## What to do
Pick out the lines below that include the string "رفعت".

## Raw data
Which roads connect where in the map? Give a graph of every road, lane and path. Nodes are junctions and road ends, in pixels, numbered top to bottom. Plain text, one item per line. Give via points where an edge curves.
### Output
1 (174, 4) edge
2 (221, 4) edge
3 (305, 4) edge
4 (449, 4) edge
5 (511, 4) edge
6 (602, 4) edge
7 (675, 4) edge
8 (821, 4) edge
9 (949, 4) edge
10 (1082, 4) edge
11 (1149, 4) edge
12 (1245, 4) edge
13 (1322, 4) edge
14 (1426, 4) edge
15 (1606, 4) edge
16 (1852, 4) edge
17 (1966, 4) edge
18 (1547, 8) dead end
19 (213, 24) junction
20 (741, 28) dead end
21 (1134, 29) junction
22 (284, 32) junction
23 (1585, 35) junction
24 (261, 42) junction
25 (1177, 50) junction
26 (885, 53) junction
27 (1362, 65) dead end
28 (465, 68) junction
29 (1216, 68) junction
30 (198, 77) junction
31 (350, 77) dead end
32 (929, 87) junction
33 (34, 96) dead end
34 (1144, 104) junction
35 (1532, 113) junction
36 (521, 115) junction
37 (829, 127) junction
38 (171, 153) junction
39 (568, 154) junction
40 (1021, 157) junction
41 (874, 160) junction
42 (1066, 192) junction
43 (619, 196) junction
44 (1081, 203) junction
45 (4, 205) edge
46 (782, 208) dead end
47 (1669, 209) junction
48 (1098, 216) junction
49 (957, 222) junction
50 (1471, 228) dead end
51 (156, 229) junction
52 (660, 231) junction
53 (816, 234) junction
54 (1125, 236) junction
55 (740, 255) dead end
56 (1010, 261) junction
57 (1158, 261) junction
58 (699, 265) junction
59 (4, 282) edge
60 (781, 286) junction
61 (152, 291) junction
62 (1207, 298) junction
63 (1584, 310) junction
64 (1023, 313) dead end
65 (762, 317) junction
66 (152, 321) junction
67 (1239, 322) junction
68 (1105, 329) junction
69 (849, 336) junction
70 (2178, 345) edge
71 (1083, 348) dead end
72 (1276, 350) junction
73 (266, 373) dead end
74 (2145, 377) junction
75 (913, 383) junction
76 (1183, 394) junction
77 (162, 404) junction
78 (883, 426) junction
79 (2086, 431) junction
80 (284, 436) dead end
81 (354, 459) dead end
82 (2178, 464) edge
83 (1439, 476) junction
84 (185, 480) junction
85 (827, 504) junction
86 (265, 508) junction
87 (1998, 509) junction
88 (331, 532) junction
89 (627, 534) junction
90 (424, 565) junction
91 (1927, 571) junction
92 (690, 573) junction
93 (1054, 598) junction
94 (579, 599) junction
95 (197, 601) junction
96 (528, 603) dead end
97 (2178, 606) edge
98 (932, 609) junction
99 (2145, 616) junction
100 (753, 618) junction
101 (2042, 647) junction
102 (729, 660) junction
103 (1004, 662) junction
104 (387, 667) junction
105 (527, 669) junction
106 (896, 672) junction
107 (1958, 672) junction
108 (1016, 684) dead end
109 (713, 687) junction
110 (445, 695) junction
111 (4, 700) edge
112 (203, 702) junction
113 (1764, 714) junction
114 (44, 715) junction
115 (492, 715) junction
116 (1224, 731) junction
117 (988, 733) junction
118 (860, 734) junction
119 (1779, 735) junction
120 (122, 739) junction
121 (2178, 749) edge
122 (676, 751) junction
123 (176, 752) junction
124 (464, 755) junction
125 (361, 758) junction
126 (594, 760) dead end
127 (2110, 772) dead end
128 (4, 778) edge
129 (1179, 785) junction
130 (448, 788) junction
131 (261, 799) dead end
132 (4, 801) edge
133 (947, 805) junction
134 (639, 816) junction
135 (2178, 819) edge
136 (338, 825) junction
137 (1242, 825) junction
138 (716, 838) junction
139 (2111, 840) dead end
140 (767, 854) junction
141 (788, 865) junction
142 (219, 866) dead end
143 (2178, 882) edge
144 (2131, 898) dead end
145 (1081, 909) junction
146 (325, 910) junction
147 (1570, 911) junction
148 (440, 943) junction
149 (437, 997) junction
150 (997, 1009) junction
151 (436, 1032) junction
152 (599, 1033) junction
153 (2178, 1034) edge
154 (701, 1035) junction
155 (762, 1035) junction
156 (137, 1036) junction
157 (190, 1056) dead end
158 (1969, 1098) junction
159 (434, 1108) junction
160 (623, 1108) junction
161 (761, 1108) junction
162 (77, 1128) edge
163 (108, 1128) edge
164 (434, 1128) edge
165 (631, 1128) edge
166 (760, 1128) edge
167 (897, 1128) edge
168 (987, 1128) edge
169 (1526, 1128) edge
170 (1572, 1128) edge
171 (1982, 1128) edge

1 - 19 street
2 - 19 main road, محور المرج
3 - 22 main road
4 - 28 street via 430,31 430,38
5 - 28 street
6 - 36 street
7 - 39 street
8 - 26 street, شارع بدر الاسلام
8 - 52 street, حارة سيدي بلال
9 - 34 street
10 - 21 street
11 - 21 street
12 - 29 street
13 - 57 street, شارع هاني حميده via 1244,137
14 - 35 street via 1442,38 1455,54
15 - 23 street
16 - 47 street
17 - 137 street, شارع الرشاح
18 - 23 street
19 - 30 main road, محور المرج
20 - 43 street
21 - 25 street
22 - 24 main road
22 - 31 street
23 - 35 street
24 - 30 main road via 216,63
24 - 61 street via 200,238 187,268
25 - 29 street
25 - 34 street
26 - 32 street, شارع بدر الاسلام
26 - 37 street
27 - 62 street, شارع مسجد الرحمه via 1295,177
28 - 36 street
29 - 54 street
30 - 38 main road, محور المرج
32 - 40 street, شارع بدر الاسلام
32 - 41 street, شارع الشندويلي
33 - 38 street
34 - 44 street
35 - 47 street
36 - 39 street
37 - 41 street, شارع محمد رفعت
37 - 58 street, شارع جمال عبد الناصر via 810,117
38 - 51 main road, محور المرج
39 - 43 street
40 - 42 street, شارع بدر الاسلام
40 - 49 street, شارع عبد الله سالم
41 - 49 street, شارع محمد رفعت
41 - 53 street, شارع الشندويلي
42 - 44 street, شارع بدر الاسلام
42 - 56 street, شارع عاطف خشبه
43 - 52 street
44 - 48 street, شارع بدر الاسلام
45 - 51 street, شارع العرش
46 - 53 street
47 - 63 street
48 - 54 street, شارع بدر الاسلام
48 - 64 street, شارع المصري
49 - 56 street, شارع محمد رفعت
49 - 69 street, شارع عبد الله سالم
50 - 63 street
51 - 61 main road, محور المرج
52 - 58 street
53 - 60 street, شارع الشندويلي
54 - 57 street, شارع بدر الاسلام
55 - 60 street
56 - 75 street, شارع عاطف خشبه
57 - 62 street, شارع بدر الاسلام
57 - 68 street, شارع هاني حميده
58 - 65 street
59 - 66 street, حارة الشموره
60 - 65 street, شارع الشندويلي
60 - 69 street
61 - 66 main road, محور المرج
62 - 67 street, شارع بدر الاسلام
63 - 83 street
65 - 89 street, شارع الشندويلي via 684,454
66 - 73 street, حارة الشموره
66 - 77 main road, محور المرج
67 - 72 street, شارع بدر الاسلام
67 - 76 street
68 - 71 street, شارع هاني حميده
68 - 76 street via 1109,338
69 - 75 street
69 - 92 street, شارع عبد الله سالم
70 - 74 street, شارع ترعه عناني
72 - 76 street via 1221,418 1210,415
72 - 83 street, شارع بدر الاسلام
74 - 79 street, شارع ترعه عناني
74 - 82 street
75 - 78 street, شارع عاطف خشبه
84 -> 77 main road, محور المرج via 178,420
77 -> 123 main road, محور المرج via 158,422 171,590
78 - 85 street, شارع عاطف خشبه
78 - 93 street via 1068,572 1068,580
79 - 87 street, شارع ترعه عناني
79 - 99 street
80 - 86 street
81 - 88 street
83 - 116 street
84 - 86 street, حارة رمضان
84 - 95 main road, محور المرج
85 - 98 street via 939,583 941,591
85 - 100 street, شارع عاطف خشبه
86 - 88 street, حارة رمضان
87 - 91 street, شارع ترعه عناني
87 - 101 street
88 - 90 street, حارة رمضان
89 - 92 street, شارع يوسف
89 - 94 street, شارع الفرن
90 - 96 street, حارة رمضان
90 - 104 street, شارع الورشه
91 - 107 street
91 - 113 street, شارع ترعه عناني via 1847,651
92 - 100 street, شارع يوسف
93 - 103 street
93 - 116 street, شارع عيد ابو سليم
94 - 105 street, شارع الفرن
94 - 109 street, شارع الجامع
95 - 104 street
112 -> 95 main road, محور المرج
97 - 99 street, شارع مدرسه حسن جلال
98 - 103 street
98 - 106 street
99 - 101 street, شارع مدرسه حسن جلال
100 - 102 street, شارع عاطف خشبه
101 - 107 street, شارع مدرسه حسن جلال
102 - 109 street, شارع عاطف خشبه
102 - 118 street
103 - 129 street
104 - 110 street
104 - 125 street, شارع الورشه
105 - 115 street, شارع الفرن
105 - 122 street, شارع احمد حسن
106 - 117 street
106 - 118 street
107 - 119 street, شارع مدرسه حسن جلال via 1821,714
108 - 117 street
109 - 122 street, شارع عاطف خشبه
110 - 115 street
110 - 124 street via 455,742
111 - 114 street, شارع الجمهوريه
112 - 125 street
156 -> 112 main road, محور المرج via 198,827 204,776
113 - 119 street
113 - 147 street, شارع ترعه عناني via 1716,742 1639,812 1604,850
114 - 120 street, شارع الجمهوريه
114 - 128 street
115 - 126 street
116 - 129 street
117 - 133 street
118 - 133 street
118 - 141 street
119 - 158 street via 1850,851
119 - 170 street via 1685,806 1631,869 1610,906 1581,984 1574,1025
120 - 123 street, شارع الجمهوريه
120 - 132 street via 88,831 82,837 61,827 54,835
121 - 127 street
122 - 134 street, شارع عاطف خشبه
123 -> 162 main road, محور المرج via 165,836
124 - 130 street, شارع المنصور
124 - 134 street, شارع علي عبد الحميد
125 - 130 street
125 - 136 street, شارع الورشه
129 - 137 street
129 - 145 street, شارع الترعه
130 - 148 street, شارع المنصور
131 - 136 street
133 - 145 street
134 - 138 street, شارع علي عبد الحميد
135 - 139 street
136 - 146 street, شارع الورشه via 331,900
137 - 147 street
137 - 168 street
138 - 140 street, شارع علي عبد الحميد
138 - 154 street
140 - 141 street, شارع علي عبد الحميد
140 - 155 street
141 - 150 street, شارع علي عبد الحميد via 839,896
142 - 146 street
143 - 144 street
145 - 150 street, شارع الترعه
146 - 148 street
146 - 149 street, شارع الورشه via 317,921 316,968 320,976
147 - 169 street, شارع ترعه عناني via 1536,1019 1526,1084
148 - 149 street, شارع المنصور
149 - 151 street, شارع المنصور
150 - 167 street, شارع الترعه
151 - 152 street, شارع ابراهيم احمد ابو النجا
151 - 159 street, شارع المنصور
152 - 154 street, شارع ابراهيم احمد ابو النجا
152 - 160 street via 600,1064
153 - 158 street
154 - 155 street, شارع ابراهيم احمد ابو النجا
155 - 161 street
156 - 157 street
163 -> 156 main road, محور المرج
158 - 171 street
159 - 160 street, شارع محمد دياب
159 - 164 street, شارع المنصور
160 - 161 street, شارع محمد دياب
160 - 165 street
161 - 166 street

## Solved exercise
37 - 41 street, شارع محمد رفعت
41 - 49 street, شارع محمد رفعت
49 - 56 street, شارع محمد رفعت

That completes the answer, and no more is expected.